ABOUT THIS EXERCISE:
Give an exact copy of the lines of the records below, starting at the line containing "thumb cmc: (997, 737)" and running to the end.

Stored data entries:
*** Block opens ***

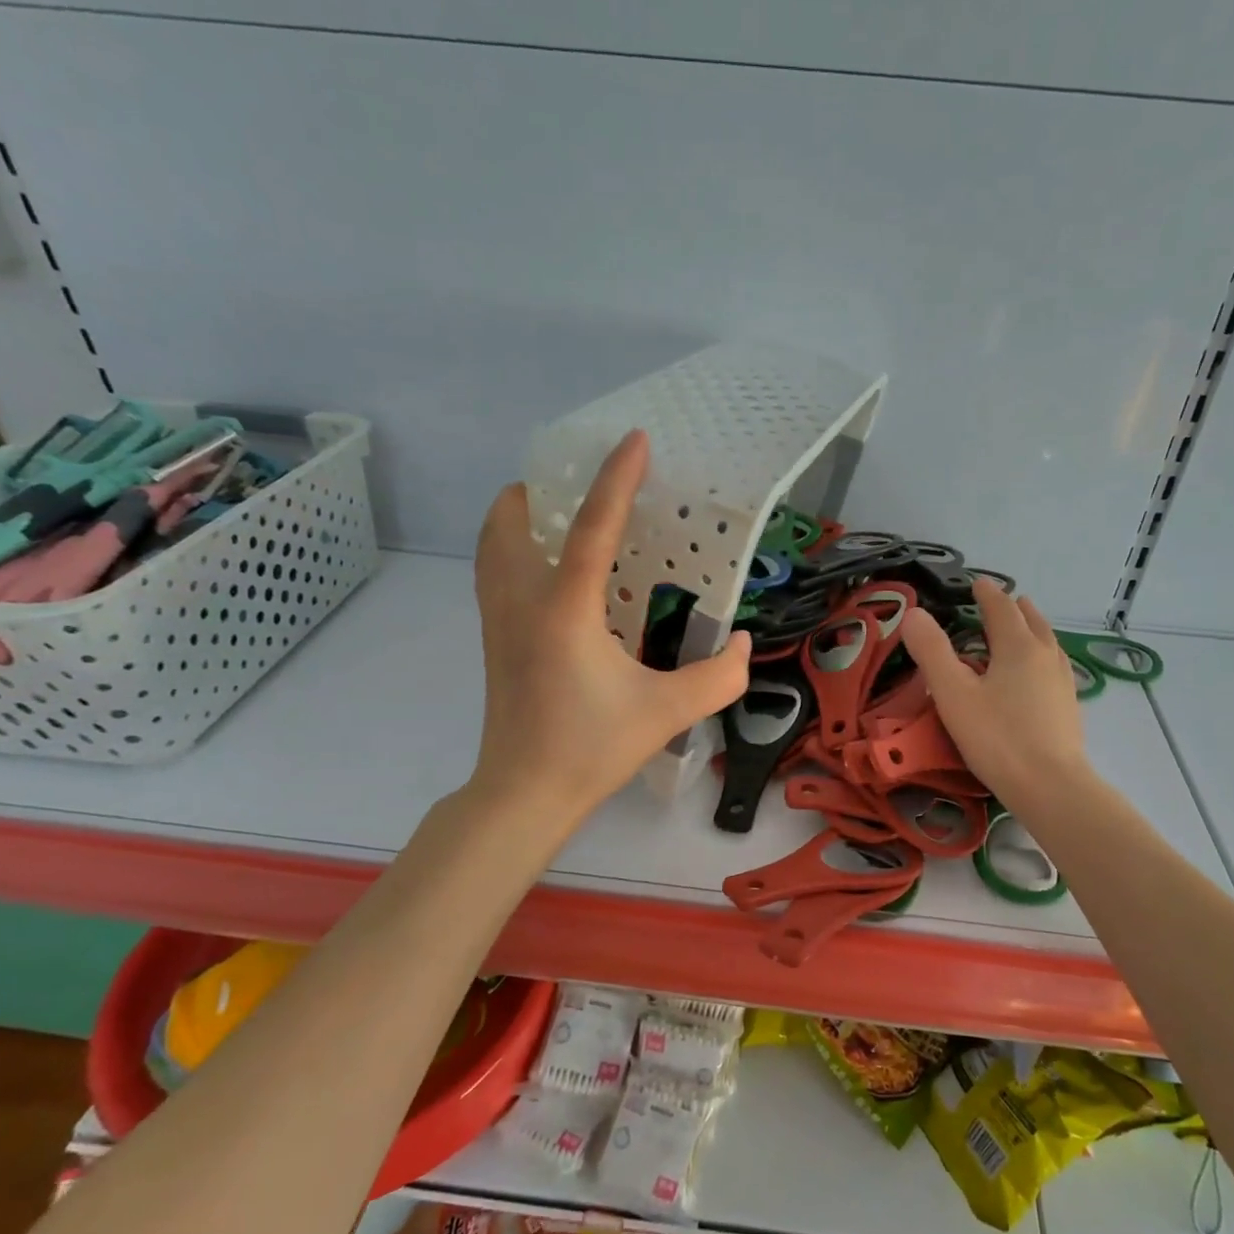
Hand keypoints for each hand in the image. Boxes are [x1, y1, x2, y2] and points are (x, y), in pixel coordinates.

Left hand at [471, 430, 751, 824]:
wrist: (524, 794)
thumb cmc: (592, 749)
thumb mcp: (668, 712)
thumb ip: (718, 676)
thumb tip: (741, 643)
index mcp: (565, 610)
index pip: (591, 528)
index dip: (617, 479)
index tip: (634, 439)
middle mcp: (521, 602)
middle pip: (510, 520)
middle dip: (541, 489)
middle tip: (581, 487)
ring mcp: (497, 621)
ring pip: (492, 545)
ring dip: (520, 518)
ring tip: (559, 518)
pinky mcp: (492, 642)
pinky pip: (493, 573)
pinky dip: (513, 551)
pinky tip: (550, 574)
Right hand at [902, 579, 1091, 813]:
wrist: (1050, 787)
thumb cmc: (997, 737)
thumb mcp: (953, 693)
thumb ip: (932, 651)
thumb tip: (913, 613)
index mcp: (1018, 647)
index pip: (1002, 609)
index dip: (987, 594)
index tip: (977, 583)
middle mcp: (1045, 656)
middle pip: (1032, 622)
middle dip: (1016, 609)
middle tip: (1005, 601)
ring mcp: (1062, 683)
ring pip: (1048, 644)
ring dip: (1034, 630)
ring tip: (1025, 629)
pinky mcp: (1068, 709)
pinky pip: (1054, 668)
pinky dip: (1042, 657)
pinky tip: (1038, 676)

*** Block closes ***

ANSWER FOR THE TASK:
thumb cmc: (997, 737)
thumb mcp: (953, 693)
thumb ip: (932, 651)
thumb tip: (913, 613)
index mcp: (1018, 647)
index pip: (1002, 609)
index dip: (987, 594)
index tip: (977, 583)
middle mcp: (1045, 656)
middle pip: (1032, 622)
middle dip: (1016, 609)
middle tip: (1005, 601)
ring mcp: (1062, 683)
ring pip: (1048, 644)
ring dip: (1034, 630)
ring tip: (1025, 629)
pinky mcp: (1068, 709)
pinky pip: (1054, 668)
pinky dip: (1042, 657)
pinky tip: (1038, 676)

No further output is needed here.